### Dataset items
* * * * * * * * *
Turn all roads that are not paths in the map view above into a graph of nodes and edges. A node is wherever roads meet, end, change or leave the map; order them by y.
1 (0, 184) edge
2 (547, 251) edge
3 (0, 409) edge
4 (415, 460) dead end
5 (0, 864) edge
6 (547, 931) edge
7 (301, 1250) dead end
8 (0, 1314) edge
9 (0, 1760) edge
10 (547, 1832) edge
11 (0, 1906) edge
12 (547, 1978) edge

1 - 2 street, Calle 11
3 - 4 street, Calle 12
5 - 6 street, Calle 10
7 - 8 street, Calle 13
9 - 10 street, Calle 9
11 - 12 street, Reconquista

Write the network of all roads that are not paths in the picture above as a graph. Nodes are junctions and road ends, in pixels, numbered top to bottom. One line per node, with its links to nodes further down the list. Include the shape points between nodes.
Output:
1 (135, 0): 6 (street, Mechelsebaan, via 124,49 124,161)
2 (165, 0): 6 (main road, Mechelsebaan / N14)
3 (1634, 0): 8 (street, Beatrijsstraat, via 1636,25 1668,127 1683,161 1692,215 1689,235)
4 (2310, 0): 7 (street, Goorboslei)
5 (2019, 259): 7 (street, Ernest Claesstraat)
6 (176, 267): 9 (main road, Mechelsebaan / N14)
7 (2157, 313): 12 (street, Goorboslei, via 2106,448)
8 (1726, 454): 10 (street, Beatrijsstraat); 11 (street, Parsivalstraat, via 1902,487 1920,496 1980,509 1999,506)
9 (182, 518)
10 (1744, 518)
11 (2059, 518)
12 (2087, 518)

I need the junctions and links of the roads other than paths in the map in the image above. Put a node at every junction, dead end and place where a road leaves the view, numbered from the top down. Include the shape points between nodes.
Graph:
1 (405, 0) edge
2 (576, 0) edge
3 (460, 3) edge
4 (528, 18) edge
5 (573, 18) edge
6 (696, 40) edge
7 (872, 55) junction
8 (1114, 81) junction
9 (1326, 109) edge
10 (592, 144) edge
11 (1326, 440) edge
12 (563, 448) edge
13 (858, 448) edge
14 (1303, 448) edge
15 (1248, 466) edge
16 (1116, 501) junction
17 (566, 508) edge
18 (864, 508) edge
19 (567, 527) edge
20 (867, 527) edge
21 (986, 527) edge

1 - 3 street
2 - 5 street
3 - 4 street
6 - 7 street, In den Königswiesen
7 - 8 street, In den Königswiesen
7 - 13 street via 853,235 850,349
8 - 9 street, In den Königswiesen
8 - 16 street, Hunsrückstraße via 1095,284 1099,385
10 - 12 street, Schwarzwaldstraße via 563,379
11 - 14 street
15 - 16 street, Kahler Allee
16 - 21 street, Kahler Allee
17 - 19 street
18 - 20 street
* * * * * * * * *
### Exercise requirements
Give the entries again, every one of them exactly.

### Expected answer
Turn all roads that are not paths in the map view above into a graph of nodes and edges. A node is wherever roads meet, end, change or leave the map; order them by y.
1 (0, 184) edge
2 (547, 251) edge
3 (0, 409) edge
4 (415, 460) dead end
5 (0, 864) edge
6 (547, 931) edge
7 (301, 1250) dead end
8 (0, 1314) edge
9 (0, 1760) edge
10 (547, 1832) edge
11 (0, 1906) edge
12 (547, 1978) edge

1 - 2 street, Calle 11
3 - 4 street, Calle 12
5 - 6 street, Calle 10
7 - 8 street, Calle 13
9 - 10 street, Calle 9
11 - 12 street, Reconquista

Write the network of all roads that are not paths in the picture above as a graph. Nodes are junctions and road ends, in pixels, numbered top to bottom. One line per node, with its links to nodes further down the list. Include the shape points between nodes.
Output:
1 (135, 0): 6 (street, Mechelsebaan, via 124,49 124,161)
2 (165, 0): 6 (main road, Mechelsebaan / N14)
3 (1634, 0): 8 (street, Beatrijsstraat, via 1636,25 1668,127 1683,161 1692,215 1689,235)
4 (2310, 0): 7 (street, Goorboslei)
5 (2019, 259): 7 (street, Ernest Claesstraat)
6 (176, 267): 9 (main road, Mechelsebaan / N14)
7 (2157, 313): 12 (street, Goorboslei, via 2106,448)
8 (1726, 454): 10 (street, Beatrijsstraat); 11 (street, Parsivalstraat, via 1902,487 1920,496 1980,509 1999,506)
9 (182, 518)
10 (1744, 518)
11 (2059, 518)
12 (2087, 518)

I need the junctions and links of the roads other than paths in the map in the image above. Put a node at every junction, dead end and place where a road leaves the view, numbered from the top down. Include the shape points between nodes.
Graph:
1 (405, 0) edge
2 (576, 0) edge
3 (460, 3) edge
4 (528, 18) edge
5 (573, 18) edge
6 (696, 40) edge
7 (872, 55) junction
8 (1114, 81) junction
9 (1326, 109) edge
10 (592, 144) edge
11 (1326, 440) edge
12 (563, 448) edge
13 (858, 448) edge
14 (1303, 448) edge
15 (1248, 466) edge
16 (1116, 501) junction
17 (566, 508) edge
18 (864, 508) edge
19 (567, 527) edge
20 (867, 527) edge
21 (986, 527) edge

1 - 3 street
2 - 5 street
3 - 4 street
6 - 7 street, In den Königswiesen
7 - 8 street, In den Königswiesen
7 - 13 street via 853,235 850,349
8 - 9 street, In den Königswiesen
8 - 16 street, Hunsrückstraße via 1095,284 1099,385
10 - 12 street, Schwarzwaldstraße via 563,379
11 - 14 street
15 - 16 street, Kahler Allee
16 - 21 street, Kahler Allee
17 - 19 street
18 - 20 street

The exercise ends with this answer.